Hollywood detectives catch the strange case of a brutally burned body.
Detective Tully Jarsdel is a former academic, leading his partner, Morales, to call him Professor. When he fights his way through multiple news crews to reach a corpse one day, it's unlike any he’s ever seen. The body is twisted, partially ravaged, and burned so badly it’s unrecognizable. Jarsdel and Morales intensely question Dustin Sparks, the horror-movie special-effects expert who found the body. He eventually admits that he saw the body being dumped from a van, but his addiction to OxyContin makes him a compromised witness. While waiting for DNA results, Jarsdel and Morales watch missing persons reports closely. An odd red disk glued to the victim’s palm turns out to be a 1996 quarter painted red: the case’s first clue, albeit a murky one. DNA connects the victim to grizzled convict Lawrence Wolin, who identifies the man as his brother.

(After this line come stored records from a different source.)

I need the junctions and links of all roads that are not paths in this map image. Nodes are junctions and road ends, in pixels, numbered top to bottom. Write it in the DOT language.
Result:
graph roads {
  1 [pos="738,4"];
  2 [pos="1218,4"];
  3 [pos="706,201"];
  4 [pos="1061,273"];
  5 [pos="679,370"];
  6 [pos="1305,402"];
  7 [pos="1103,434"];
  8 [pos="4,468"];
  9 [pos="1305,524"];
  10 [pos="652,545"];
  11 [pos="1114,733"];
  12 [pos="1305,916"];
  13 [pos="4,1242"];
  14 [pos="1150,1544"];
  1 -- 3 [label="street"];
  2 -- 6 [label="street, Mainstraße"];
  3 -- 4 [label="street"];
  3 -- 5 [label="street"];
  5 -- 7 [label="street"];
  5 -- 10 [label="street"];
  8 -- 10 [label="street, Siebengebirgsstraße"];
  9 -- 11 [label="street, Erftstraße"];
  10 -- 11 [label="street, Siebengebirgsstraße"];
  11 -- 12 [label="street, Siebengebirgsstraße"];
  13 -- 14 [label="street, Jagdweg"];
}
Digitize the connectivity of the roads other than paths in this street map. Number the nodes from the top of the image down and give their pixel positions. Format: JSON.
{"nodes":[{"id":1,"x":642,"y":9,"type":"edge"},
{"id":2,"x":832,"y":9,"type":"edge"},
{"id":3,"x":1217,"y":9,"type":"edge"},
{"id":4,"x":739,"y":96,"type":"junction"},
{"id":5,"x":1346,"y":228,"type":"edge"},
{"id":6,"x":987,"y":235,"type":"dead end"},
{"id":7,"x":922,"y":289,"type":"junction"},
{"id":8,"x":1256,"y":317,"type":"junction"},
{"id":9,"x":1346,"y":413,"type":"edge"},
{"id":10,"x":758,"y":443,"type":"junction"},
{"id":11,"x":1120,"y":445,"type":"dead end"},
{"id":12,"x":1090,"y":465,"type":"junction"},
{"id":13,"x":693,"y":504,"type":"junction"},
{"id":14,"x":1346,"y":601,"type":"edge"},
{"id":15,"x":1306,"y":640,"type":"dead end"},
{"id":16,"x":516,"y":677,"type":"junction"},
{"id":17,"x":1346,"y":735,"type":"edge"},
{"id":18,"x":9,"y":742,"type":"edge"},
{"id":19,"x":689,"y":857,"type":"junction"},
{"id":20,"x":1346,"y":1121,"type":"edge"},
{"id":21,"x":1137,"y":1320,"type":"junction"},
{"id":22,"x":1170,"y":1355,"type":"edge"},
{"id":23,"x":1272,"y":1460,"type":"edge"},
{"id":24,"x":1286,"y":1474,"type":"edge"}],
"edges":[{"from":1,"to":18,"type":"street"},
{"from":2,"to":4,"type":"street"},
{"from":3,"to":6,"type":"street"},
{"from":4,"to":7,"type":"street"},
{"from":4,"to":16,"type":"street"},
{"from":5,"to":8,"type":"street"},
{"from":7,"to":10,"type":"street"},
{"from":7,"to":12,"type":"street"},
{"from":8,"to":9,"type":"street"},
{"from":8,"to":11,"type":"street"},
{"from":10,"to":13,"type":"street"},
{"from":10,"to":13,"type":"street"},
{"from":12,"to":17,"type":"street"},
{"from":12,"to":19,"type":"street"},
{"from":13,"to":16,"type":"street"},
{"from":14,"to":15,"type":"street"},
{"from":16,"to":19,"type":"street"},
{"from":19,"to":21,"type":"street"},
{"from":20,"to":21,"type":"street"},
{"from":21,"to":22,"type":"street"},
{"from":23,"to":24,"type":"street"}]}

The pieces of Grant Wolin’s life come together via interviews prompted by a search of his dirty apartment. He sold jars of “genuine Hollywood dirt” on the street, smoked marijuana occasionally, and was apparently asexual. A dinner scene at the home of Jarsdel’s scholarly parents provides insight into his psyche and his sense of isolation. Though he fits in with neither the gritty world of police work nor the ivory tower of academia, he has a passion for justice.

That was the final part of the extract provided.